WHAT THE EXERCISE ASKS: Could you please repeat the entries below word for word, with the images left out?

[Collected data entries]
::::

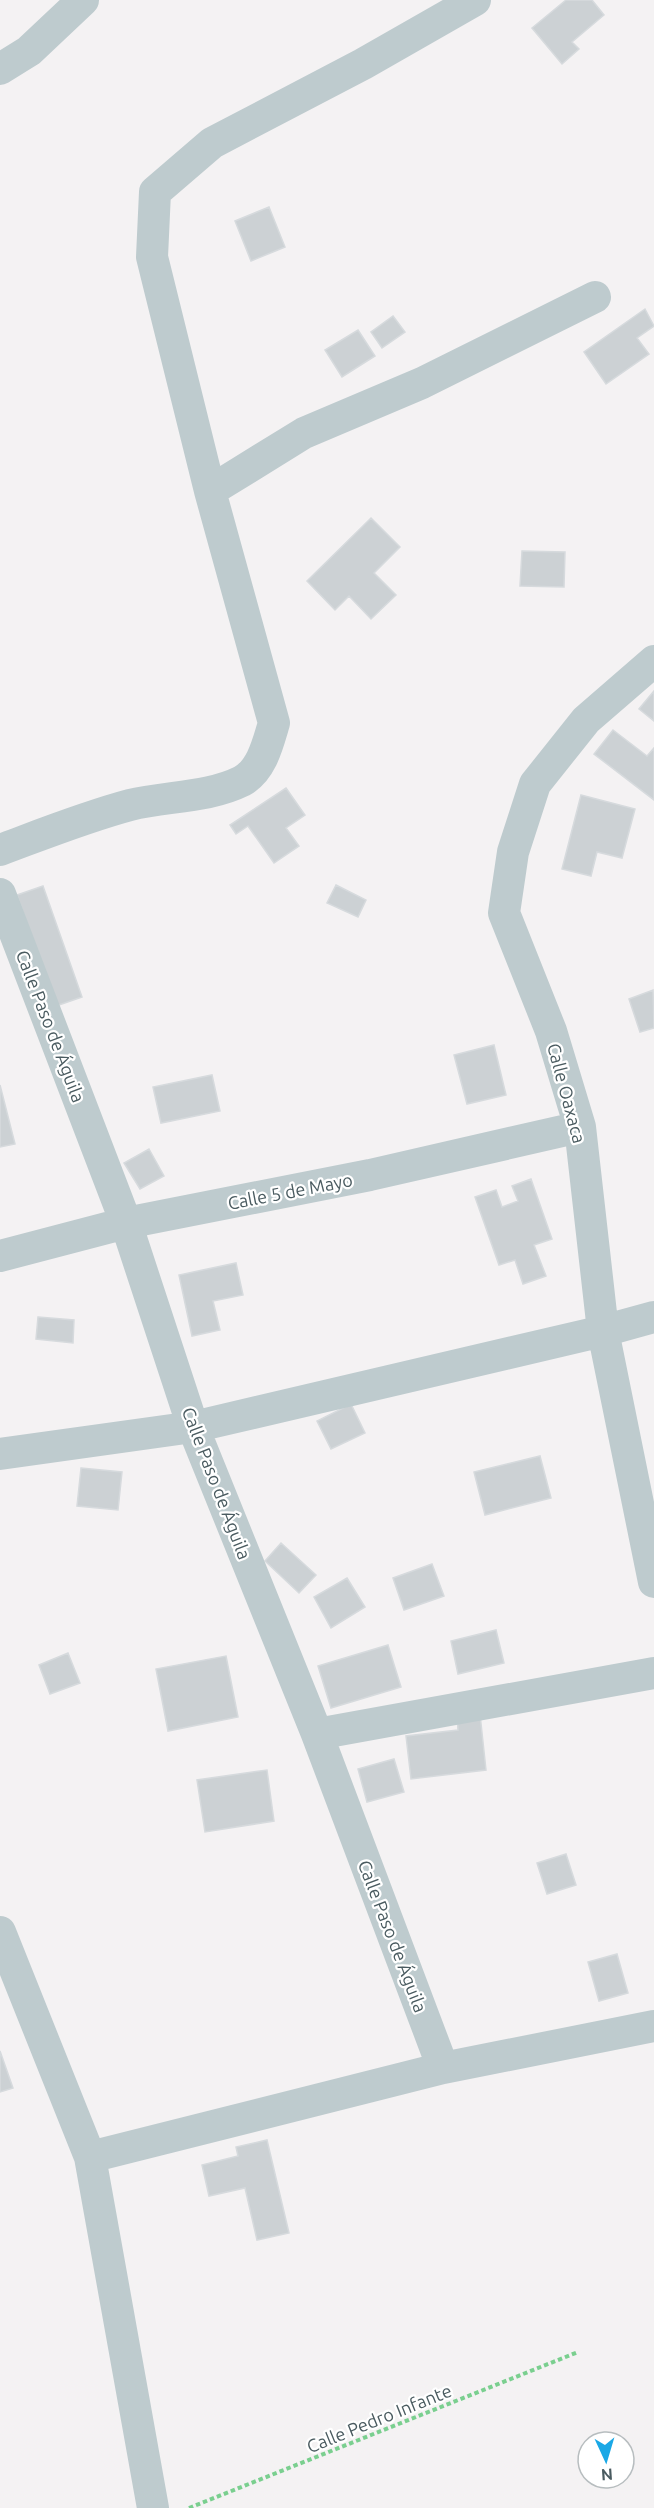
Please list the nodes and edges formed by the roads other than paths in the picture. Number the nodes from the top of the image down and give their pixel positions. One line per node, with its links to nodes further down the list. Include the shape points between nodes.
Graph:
1 (83, 0): 3 (street, via 29,51)
2 (474, 0): 5 (street, via 212,143 155,192 152,256)
3 (0, 69)
4 (595, 297): 5 (street, via 422,383 304,433)
5 (210, 491): 7 (street, via 274,723 265,755 243,780 204,793 131,805)
6 (654, 661): 9 (street, Calle Oaxaca, via 586,720 535,784 513,852 504,913 551,1031)
7 (0, 850)
8 (0, 894): 10 (street, Calle Paso de Águila)
9 (580, 1128): 10 (street, Calle 5 de Mayo); 13 (street, Calle Oaxaca)
10 (126, 1223): 11 (street, Calle 5 de Mayo); 14 (street, Calle Paso de Águila)
11 (0, 1256)
12 (654, 1317): 13 (street)
13 (603, 1331): 14 (street); 16 (street, Calle Oaxaca)
14 (194, 1428): 15 (street); 18 (street, Calle Paso de Águila)
15 (0, 1454)
16 (654, 1582)
17 (654, 1673): 18 (street)
18 (317, 1734): 21 (street, Calle Paso de Águila)
19 (0, 1932): 22 (street)
20 (654, 2026): 21 (street)
21 (443, 2068): 22 (street)
22 (90, 2157): 23 (street)
23 (153, 2508)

::::

SOLUTION FOR THIS TASK:
Please list the nodes and edges formed by the roads other than paths in the picture. Number the nodes from the top of the image down and give their pixel positions. One line per node, with its links to nodes further down the list. Include the shape points between nodes.
Graph:
1 (83, 0): 3 (street, via 29,51)
2 (474, 0): 5 (street, via 212,143 155,192 152,256)
3 (0, 69)
4 (595, 297): 5 (street, via 422,383 304,433)
5 (210, 491): 7 (street, via 274,723 265,755 243,780 204,793 131,805)
6 (654, 661): 9 (street, Calle Oaxaca, via 586,720 535,784 513,852 504,913 551,1031)
7 (0, 850)
8 (0, 894): 10 (street, Calle Paso de Águila)
9 (580, 1128): 10 (street, Calle 5 de Mayo); 13 (street, Calle Oaxaca)
10 (126, 1223): 11 (street, Calle 5 de Mayo); 14 (street, Calle Paso de Águila)
11 (0, 1256)
12 (654, 1317): 13 (street)
13 (603, 1331): 14 (street); 16 (street, Calle Oaxaca)
14 (194, 1428): 15 (street); 18 (street, Calle Paso de Águila)
15 (0, 1454)
16 (654, 1582)
17 (654, 1673): 18 (street)
18 (317, 1734): 21 (street, Calle Paso de Águila)
19 (0, 1932): 22 (street)
20 (654, 2026): 21 (street)
21 (443, 2068): 22 (street)
22 (90, 2157): 23 (street)
23 (153, 2508)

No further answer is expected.